▸ What the exercise asks
Go through the records and copy each line where the word "Francisco" occurs.

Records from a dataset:
──────────────────────────────
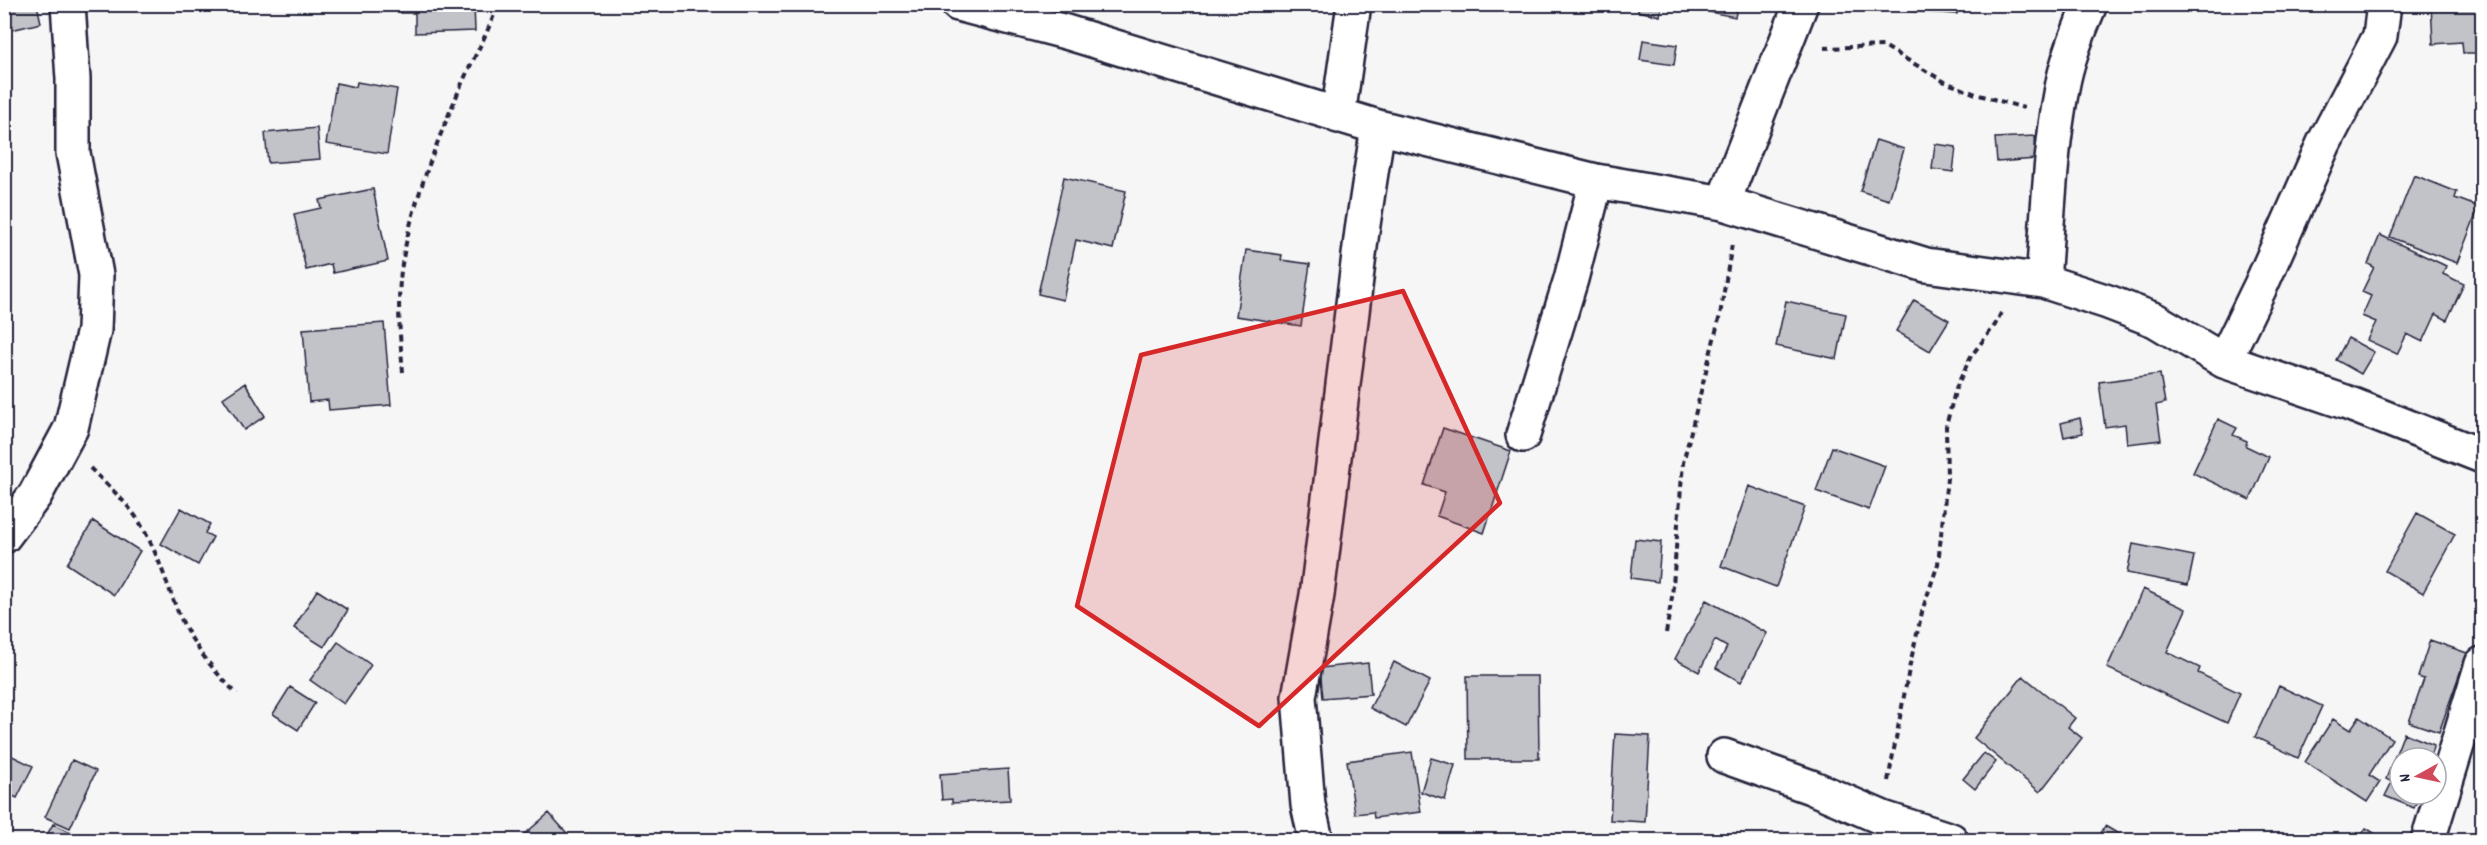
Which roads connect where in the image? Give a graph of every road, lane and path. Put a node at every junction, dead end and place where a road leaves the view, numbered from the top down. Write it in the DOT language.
graph roads {
  1 [pos="68,4"];
  2 [pos="498,4"];
  3 [pos="958,4"];
  4 [pos="1354,4"];
  5 [pos="1801,4"];
  6 [pos="2090,4"];
  7 [pos="2384,4"];
  8 [pos="1784,43"];
  9 [pos="1338,116"];
  10 [pos="2058,118"];
  11 [pos="1378,127"];
  12 [pos="1596,181"];
  13 [pos="1730,205"];
  14 [pos="2032,279"];
  15 [pos="2224,361"];
  16 [pos="403,372"];
  17 [pos="1523,435"];
  18 [pos="63,442"];
  19 [pos="2482,456"];
  20 [pos="4,536"];
  21 [pos="1666,633"];
  22 [pos="2482,664"];
  23 [pos="237,694"];
  24 [pos="1724,756"];
  25 [pos="1883,818"];
  26 [pos="1316,840"];
  27 [pos="1951,840"];
  28 [pos="2428,840"];
  1 -- 18 [label="street"];
  2 -- 16 [label="path"];
  3 -- 9 [label="street"];
  4 -- 9 [label="street"];
  5 -- 8 [label="street"];
  6 -- 10 [label="street"];
  7 -- 15 [label="street"];
  8 -- 10 [label="path"];
  8 -- 13 [label="street"];
  9 -- 11 [label="street"];
  10 -- 14 [label="street"];
  11 -- 12 [label="street"];
  11 -- 26 [label="street"];
  12 -- 13 [label="street"];
  12 -- 17 [label="street"];
  13 -- 14 [label="street"];
  13 -- 21 [label="path"];
  14 -- 15 [label="street"];
  14 -- 25 [label="path"];
  15 -- 19 [label="street"];
  18 -- 20 [label="street"];
  18 -- 23 [label="path"];
  22 -- 28 [label="street"];
  24 -- 25 [label="street"];
  25 -- 27 [label="street"];
}
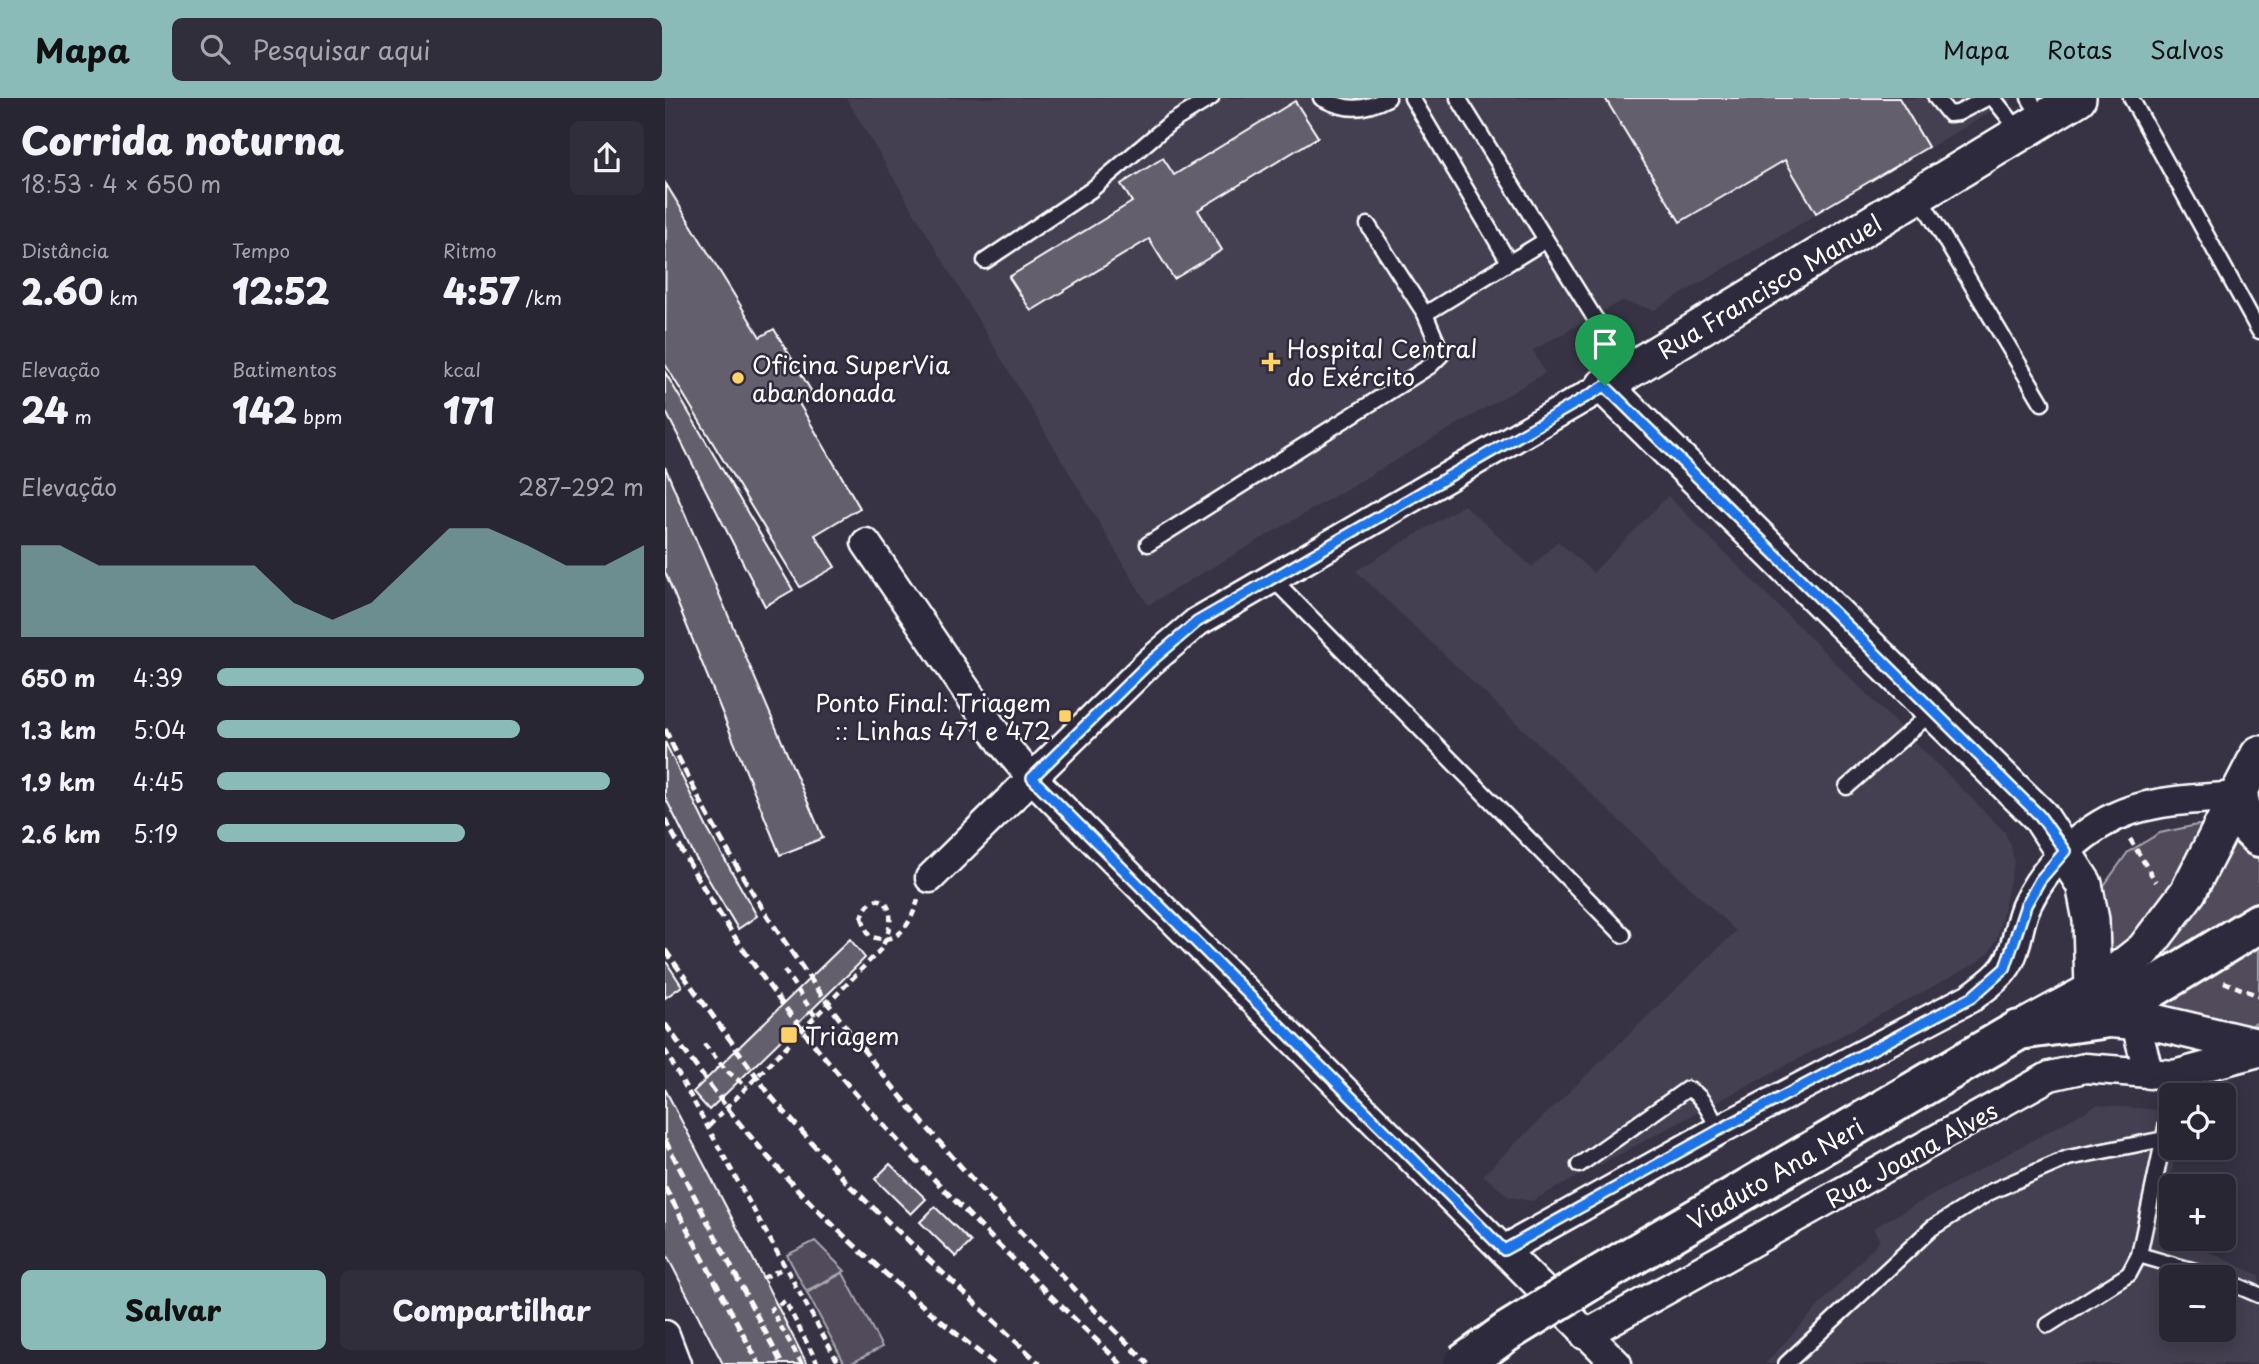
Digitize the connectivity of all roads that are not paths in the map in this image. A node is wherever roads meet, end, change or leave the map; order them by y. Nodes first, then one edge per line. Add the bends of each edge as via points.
1 (1211, 98) edge
2 (1321, 98) edge
3 (1388, 98) edge
4 (1412, 98) edge
5 (1458, 98) edge
6 (1936, 98) edge
7 (1987, 98) edge
8 (1993, 98) edge
9 (2077, 98) edge
10 (2130, 98) edge
11 (2031, 117) edge
12 (1919, 196) junction
13 (1368, 225) dead end
14 (1546, 240) junction
15 (985, 261) dead end
16 (1509, 262) junction
17 (1425, 314) junction
18 (2259, 331) edge
19 (1618, 376) junction
20 (2042, 403) dead end
21 (866, 543) dead end
22 (1148, 544) dead end
23 (1272, 578) junction
24 (1933, 711) junction
25 (2259, 754) edge
26 (1032, 778) junction
27 (1847, 787) dead end
28 (2238, 796) junction
29 (2259, 837) edge
30 (2065, 851) junction
31 (930, 878) road end
32 (2259, 923) edge
33 (1623, 935) dead end
34 (2110, 1010) junction
35 (2259, 1049) edge
36 (2165, 1083) edge
37 (2174, 1083) edge
38 (2159, 1084) edge
39 (1719, 1130) junction
40 (2159, 1140) edge
41 (2159, 1160) edge
42 (1579, 1165) dead end
43 (1504, 1250) junction
44 (2139, 1255) junction
45 (2174, 1265) edge
46 (2236, 1285) edge
47 (2259, 1295) edge
48 (2049, 1325) dead end
49 (665, 1335) edge
50 (1585, 1335) junction
51 (676, 1364) edge
52 (1463, 1364) edge
53 (1617, 1364) edge
54 (1786, 1364) edge

1 - 15 lane via 1170,123 1091,190
2 - 3 lane via 1350,110 1369,108
4 - 16 lane
5 - 14 lane
6 - 7 lane via 1949,114
8 - 11 lane
9 - 11 street, Rua Francisco Manuel
10 - 18 lane
11 - 12 street, Rua Francisco Manuel
12 - 19 street, Rua Francisco Manuel
12 - 20 lane
13 - 17 lane
14 - 16 lane
14 - 19 lane via 1594,317
16 - 17 lane
17 - 22 lane via 1442,354 1430,366
19 - 23 street, Rua Francisco Manuel
19 - 24 street
21 - 26 street via 1003,744
23 - 26 street, Rua Francisco Manuel via 1175,638
23 - 33 lane
24 - 27 lane
24 - 30 street via 2040,816
25 - 28 street
26 - 31 street, Rua Francisco Manuel
26 - 43 street
28 - 29 main road via 2245,823
28 - 30 street via 2131,810
28 - 34 street via 2188,892 2144,950
30 - 34 street via 2084,884 2091,920 2090,968
30 - 39 street via 2026,905 2005,968 1980,990
32 - 34 main road
34 - 35 street
34 - 36 street
34 - 52 main road, Viaduto Ana Neri, bridge via 2019,1030 1593,1279
35 - 37 street, Rua Joana Alves
38 - 50 street, Rua Joana Alves via 2085,1068 2050,1076
39 - 42 lane via 1687,1089
39 - 43 street
40 - 54 lane via 2068,1157 1990,1192 1933,1228
41 - 44 lane
43 - 50 street
44 - 45 lane
44 - 48 lane via 2129,1274
46 - 47 lane
49 - 51 street
50 - 53 street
──────────────────────────────
▸ Answer for this exercise
9 - 11 street, Rua Francisco Manuel
11 - 12 street, Rua Francisco Manuel
12 - 19 street, Rua Francisco Manuel
19 - 23 street, Rua Francisco Manuel
23 - 26 street, Rua Francisco Manuel via 1175,638
26 - 31 street, Rua Francisco Manuel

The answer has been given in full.